--- Work to complete ---
With the pictures left out, write every entry down exactly.

[Stored items]
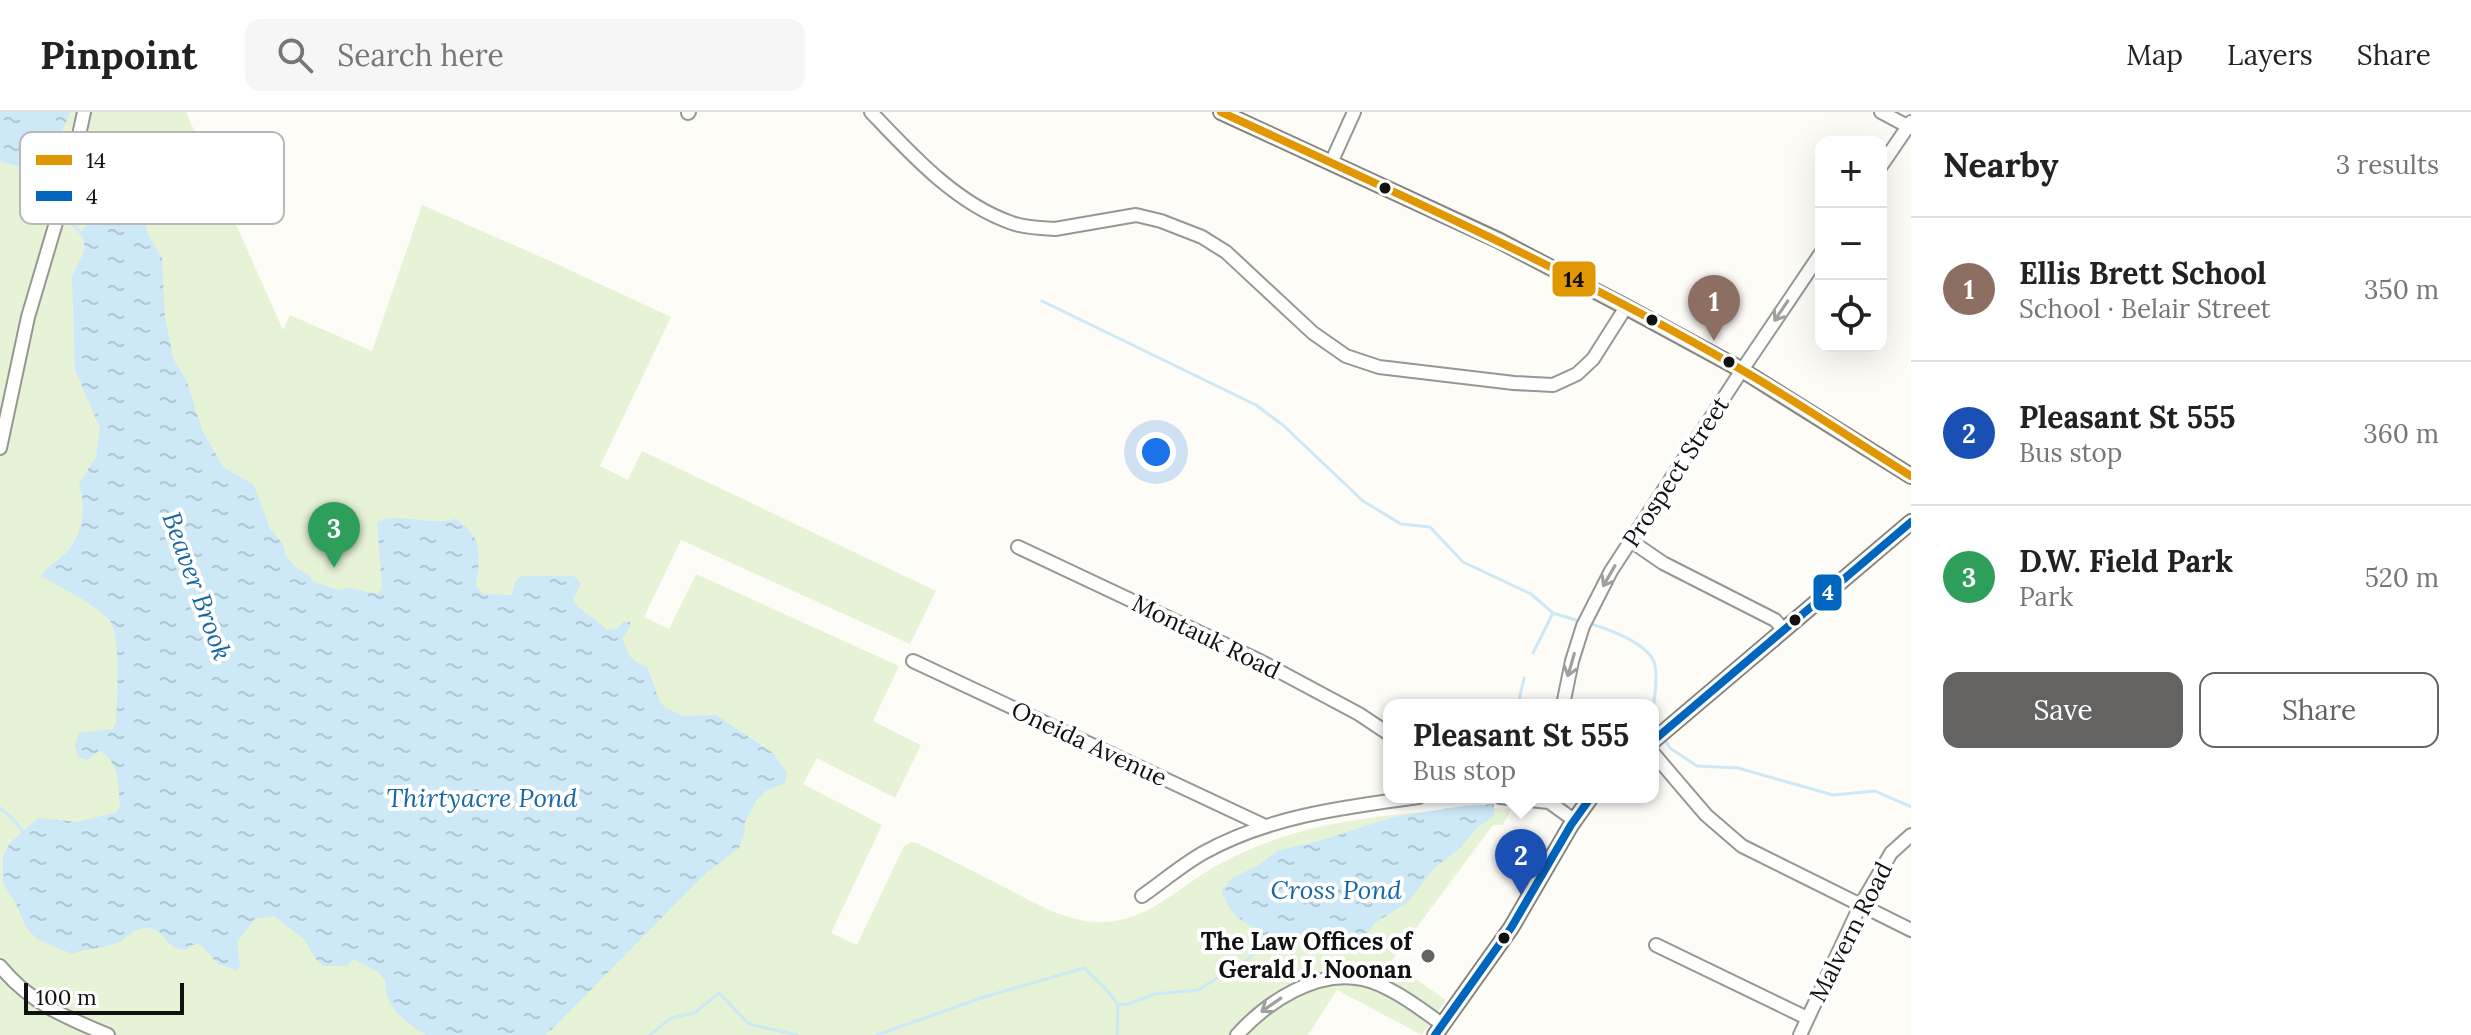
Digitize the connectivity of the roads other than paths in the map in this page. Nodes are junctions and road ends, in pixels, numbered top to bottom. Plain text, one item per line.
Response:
1 (84, 112) edge
2 (871, 112) edge
3 (1221, 112) edge
4 (1354, 112) edge
5 (1881, 112) edge
6 (1244, 117) edge
7 (1910, 125) edge
8 (80, 132) edge
9 (1887, 158) edge
10 (1331, 163) junction
11 (56, 224) edge
12 (1815, 262) edge
13 (1626, 307) junction
14 (1742, 370) junction
15 (0, 448) edge
16 (1911, 476) edge
17 (1911, 522) edge
18 (1631, 541) junction
19 (1018, 547) dead end
20 (1784, 630) junction
21 (913, 661) dead end
22 (1564, 699) edge
23 (1383, 730) edge
24 (1659, 736) edge
25 (1659, 760) edge
26 (1383, 801) edge
27 (1554, 803) edge
28 (1587, 803) edge
29 (1574, 820) junction
30 (1265, 826) junction
31 (1911, 835) edge
32 (1142, 896) dead end
33 (1860, 906) junction
34 (1911, 930) edge
35 (1656, 945) dead end
36 (0, 966) edge
37 (1807, 1018) junction
38 (1438, 1030) edge
39 (108, 1035) edge
40 (1237, 1035) edge
41 (1800, 1035) edge

1 - 8 street
2 - 13 street
3 - 6 main road
4 - 10 street
5 - 7 street
6 - 10 main road
7 - 9 street
10 - 13 main road
11 - 15 street
12 -> 14 street, Prospect Street
13 - 14 main road
14 - 16 main road
14 - 18 street, Prospect Street
17 - 20 main road
18 - 20 street
18 -> 22 street, Prospect Street
19 - 23 street, Montauk Road
20 - 24 main road
21 - 30 street, Oneida Avenue
25 - 33 street
26 - 30 street
27 - 29 street
28 - 29 main road
29 - 38 main road
30 - 32 street
31 - 33 street, Malvern Road
33 - 34 street
33 - 37 street, Malvern Road
35 - 37 street
36 - 39 street
37 - 41 street, Malvern Road
38 -> 40 street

--- Solved exercise ---
Digitize the connectivity of the roads other than paths in the map in this page. Nodes are junctions and road ends, in pixels, numbered top to bottom. Plain text, one item per line.
Response:
1 (84, 112) edge
2 (871, 112) edge
3 (1221, 112) edge
4 (1354, 112) edge
5 (1881, 112) edge
6 (1244, 117) edge
7 (1910, 125) edge
8 (80, 132) edge
9 (1887, 158) edge
10 (1331, 163) junction
11 (56, 224) edge
12 (1815, 262) edge
13 (1626, 307) junction
14 (1742, 370) junction
15 (0, 448) edge
16 (1911, 476) edge
17 (1911, 522) edge
18 (1631, 541) junction
19 (1018, 547) dead end
20 (1784, 630) junction
21 (913, 661) dead end
22 (1564, 699) edge
23 (1383, 730) edge
24 (1659, 736) edge
25 (1659, 760) edge
26 (1383, 801) edge
27 (1554, 803) edge
28 (1587, 803) edge
29 (1574, 820) junction
30 (1265, 826) junction
31 (1911, 835) edge
32 (1142, 896) dead end
33 (1860, 906) junction
34 (1911, 930) edge
35 (1656, 945) dead end
36 (0, 966) edge
37 (1807, 1018) junction
38 (1438, 1030) edge
39 (108, 1035) edge
40 (1237, 1035) edge
41 (1800, 1035) edge

1 - 8 street
2 - 13 street
3 - 6 main road
4 - 10 street
5 - 7 street
6 - 10 main road
7 - 9 street
10 - 13 main road
11 - 15 street
12 -> 14 street, Prospect Street
13 - 14 main road
14 - 16 main road
14 - 18 street, Prospect Street
17 - 20 main road
18 - 20 street
18 -> 22 street, Prospect Street
19 - 23 street, Montauk Road
20 - 24 main road
21 - 30 street, Oneida Avenue
25 - 33 street
26 - 30 street
27 - 29 street
28 - 29 main road
29 - 38 main road
30 - 32 street
31 - 33 street, Malvern Road
33 - 34 street
33 - 37 street, Malvern Road
35 - 37 street
36 - 39 street
37 - 41 street, Malvern Road
38 -> 40 street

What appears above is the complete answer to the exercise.